“Daí o tom de raiva, legítima raiva, que envolve o meu discurso quando me refiro às injustiças a que são submetidos os esfarrapados do mundo. Daí o meu nenhum interesse de, não importa que ordem, assumir um ar de observador imparcial, objetivo,seguro dos fatos e dos acontecimentos. Em tempo algum pude ser um observador ‘acizentadamente’ imparcial, o que, porém, jamais me afastou de uma posição rigorosamente ética (Paulo Freire).”
A pós-modernidade tem se deparado com um tipo de discurso (reativo) se legitimando ou buscando construir legitimidade principalmente a partir da década de 1990. Esse discurso ou vinha no corpo mesmo ou na esteira de uma outra concepção que afirmava o fim da história ou o fim das ideologias.
Credenciado a partir do fim da União Soviética (URSS) e das esperanças (?) de um socialismo centrado na garantia do inalienável direito à felicidade humana _ em oposição ao socialismo real _ estava naturalmente determinado a conduzir, em uma visão rasa de determinismo linear, o ser humano, até que enfim, ao progresso e à felicidade.
No tocante às relações internacionais as nações atrasadas deveriam apenas seguir o exemplo e o modelo, agora, redentoramente ofertado pela cartilha infalível dos países ricos. O resto era questão de tempo e o mundo, segundo esse discurso, estava pronto para ser feliz e usufruir as conquistas tecnológicas do capitalismo humanizado.
Essa visão de mundo, que como discurso se manifesta em um conjunto de práticas e ações que vão de noticiários comprometidos com a “veracidade dos fatos” às falas de personagens televisivos e cinematográficos construiu, ao longo de sua experiência em formatar e normatizar nossa opinião, uma série de desdobramentos ou de discursos transversais que cumprem o mesmo destino: fazer-nos acreditar que existe uma forma apenas e apenas uma forma de ver o mundo, porque esta é a forma ou a maneira certa, incontestável e inconfundível.
Este paradigma, este discurso expressão do pensamento único e da naturalização de quase todas as situações sociais _ que seria um equivalente ou desdobramento dos fenômenos naturais e não-humanos _ foi, em toda sua potência, o genitor do discurso da técnica, investido da falácia da neutralidade.
Hoje, nestes tempos de modernidade tardia, é essa a derradeira carta na manga do pensamento único, da versão transformada em realidade, da opinião transformada em verdade e de uma forma de verdade transformada em fato. É este o papel do discurso da técnica: colocar um ponto final na discussão social, política, cultural, econômica e humana. Há um jeito de se fazer às coisas e um jeito apenas, em que a condução técnica da “coisa” – principalmente da coisa pública _ tem caráter de neutralidade.
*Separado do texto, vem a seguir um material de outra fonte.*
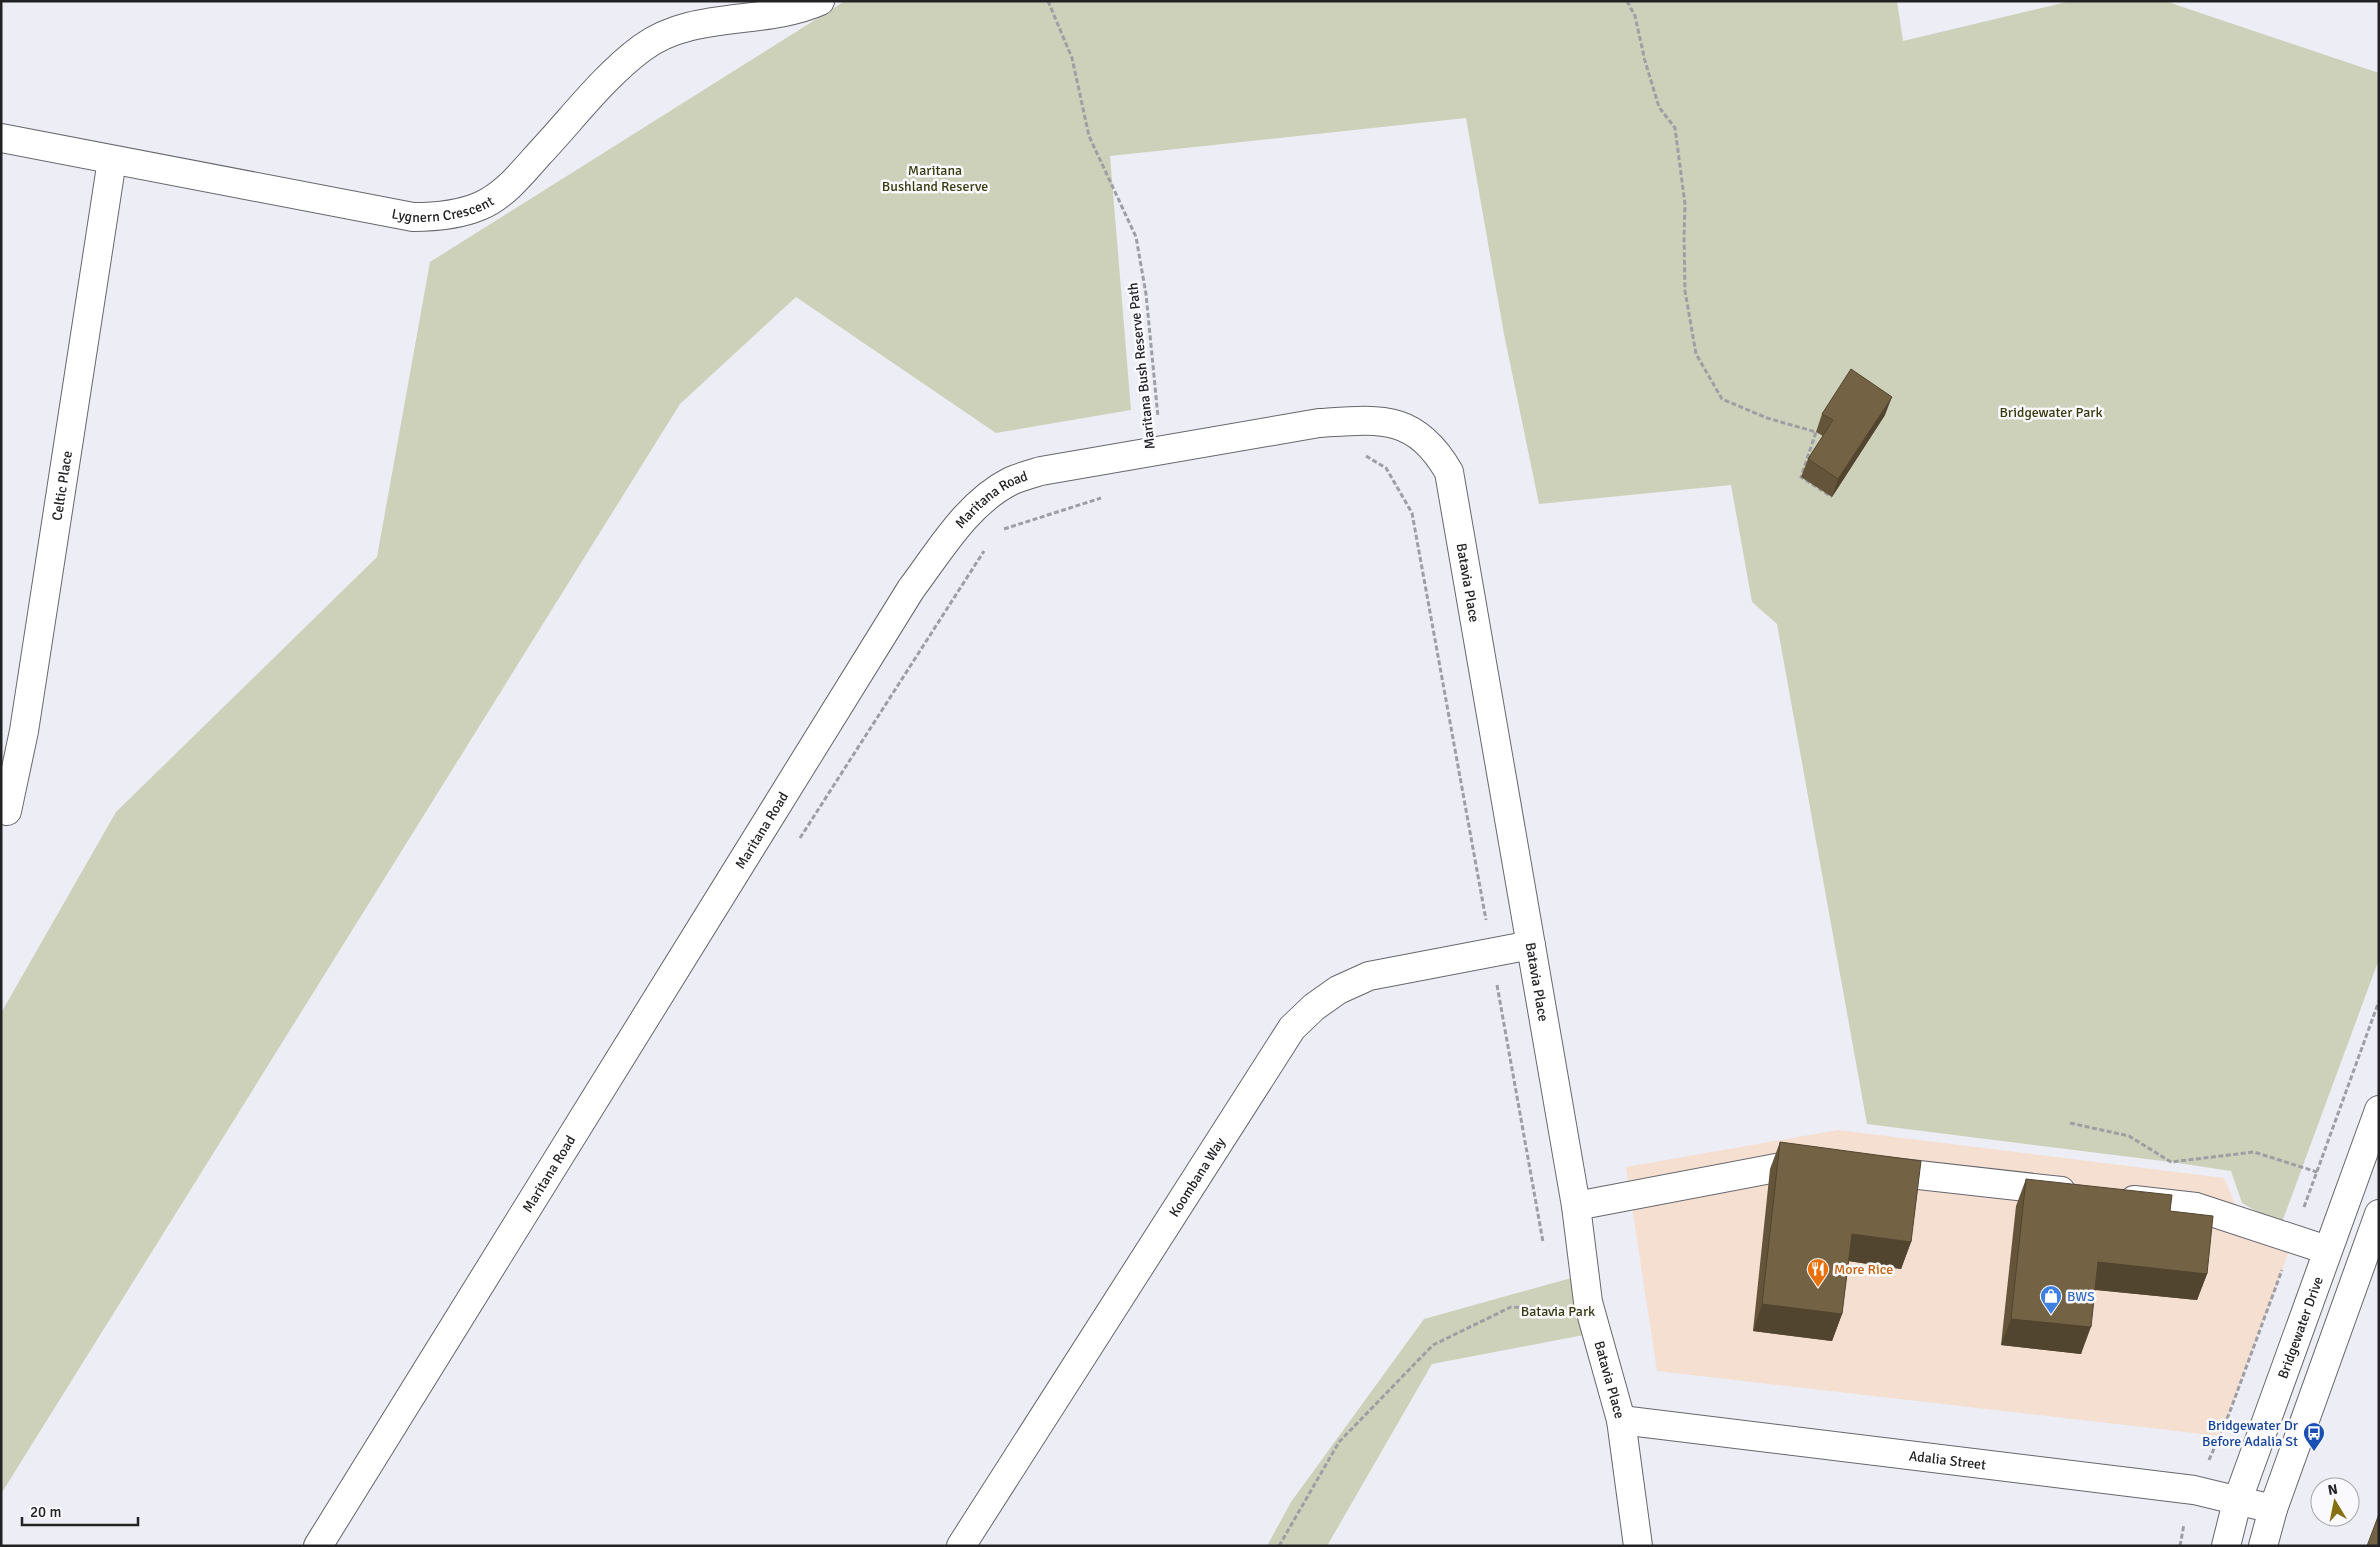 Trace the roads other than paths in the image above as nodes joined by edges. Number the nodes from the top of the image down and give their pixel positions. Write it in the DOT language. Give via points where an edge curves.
graph roads {
  1 [pos="820,1"];
  2 [pos="1,138"];
  3 [pos="112,160"];
  4 [pos="1414,432"];
  5 [pos="7,811"];
  6 [pos="1531,945"];
  7 [pos="2379,1110"];
  8 [pos="1576,1206"];
  9 [pos="2379,1214"];
  10 [pos="2327,1250"];
  11 [pos="1621,1420"];
  12 [pos="2238,1502"];
  13 [pos="2273,1509"];
  14 [pos="318,1546"];
  15 [pos="961,1546"];
  16 [pos="1638,1546"];
  17 [pos="2226,1546"];
  18 [pos="2264,1546"];
  1 -- 3 [label="street, Lygnern Crescent" via="775,14 704,23 669,33 643,47 604,83 512,185 481,206 445,216 413,217"];
  2 -- 3 [label="street, Lygnern Crescent"];
  3 -- 5 [label="street, Celtic Place" via="24,731"];
  4 -- 6 [label="street, Batavia Place" via="1437,451 1449,472"];
  4 -- 14 [label="street, Maritana Road" via="1388,421 1319,424 1041,471 1011,481 987,497 962,521 911,589"];
  6 -- 8 [label="street, Batavia Place"];
  6 -- 15 [label="street, Koombana Way" via="1369,976 1338,990 1292,1028"];
  7 -- 10 [label="street, Bridgewater Drive"];
  8 -- 10 [label="street" via="1807,1162 2196,1207"];
  8 -- 11 [label="street, Batavia Place" via="1588,1302"];
  9 -- 13 [label="street"];
  10 -- 12 [label="street, Bridgewater Drive"];
  11 -- 12 [label="street, Adalia Street" via="2194,1490"];
  11 -- 16 [label="street, Batavia Place"];
  12 -- 13 [label="street, Adalia Street"];
  12 -- 17 [label="street, Bridgewater Drive"];
  13 -- 18 [label="street"];
}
Ser técnico, analisar tecnicamente é ser neutro e ponto final. É ser responsável com a “natureza das coisas”. Coisas que, naturalmente, têm cada uma o seu lugar, cada uma sua evolução.
Pois é esse discurso da neutralidade técnica travestida de eficácia para o bem comum, imparcial e infalível, que conduz nossa compreensão social pelos caminhos da superficialidade.
Para além das disputas teóricas iluministas e pós-iluministas, deve-se centrar toda a força da racionalidade histórica em sua percepção. Pois é tarefa de todas as pessoas preocupadas em tornar o bem-comum um lugar de justiça e de garantia do inalienável direito à felicidade humana.
Não é possível aceitarmos que o velho capitalismo (em que tudo o que se produz destina-se às relações de mercado, que não tem por princípio atender às necessidades humanas) utilize-se, incontestavelmente, de um discurso que tem como principal tarefa nos deixar calados e estáticos.
Calados, para um falso mundo técnico e imparcial, a-histórico, que naturaliza a pobreza, a desgraça humana, a violência, a dor, a infelicidade.
Estáticos, para um mundo que, vale dizer, assisti a derrota das ideologias pela ideologia da neutralidade técnica.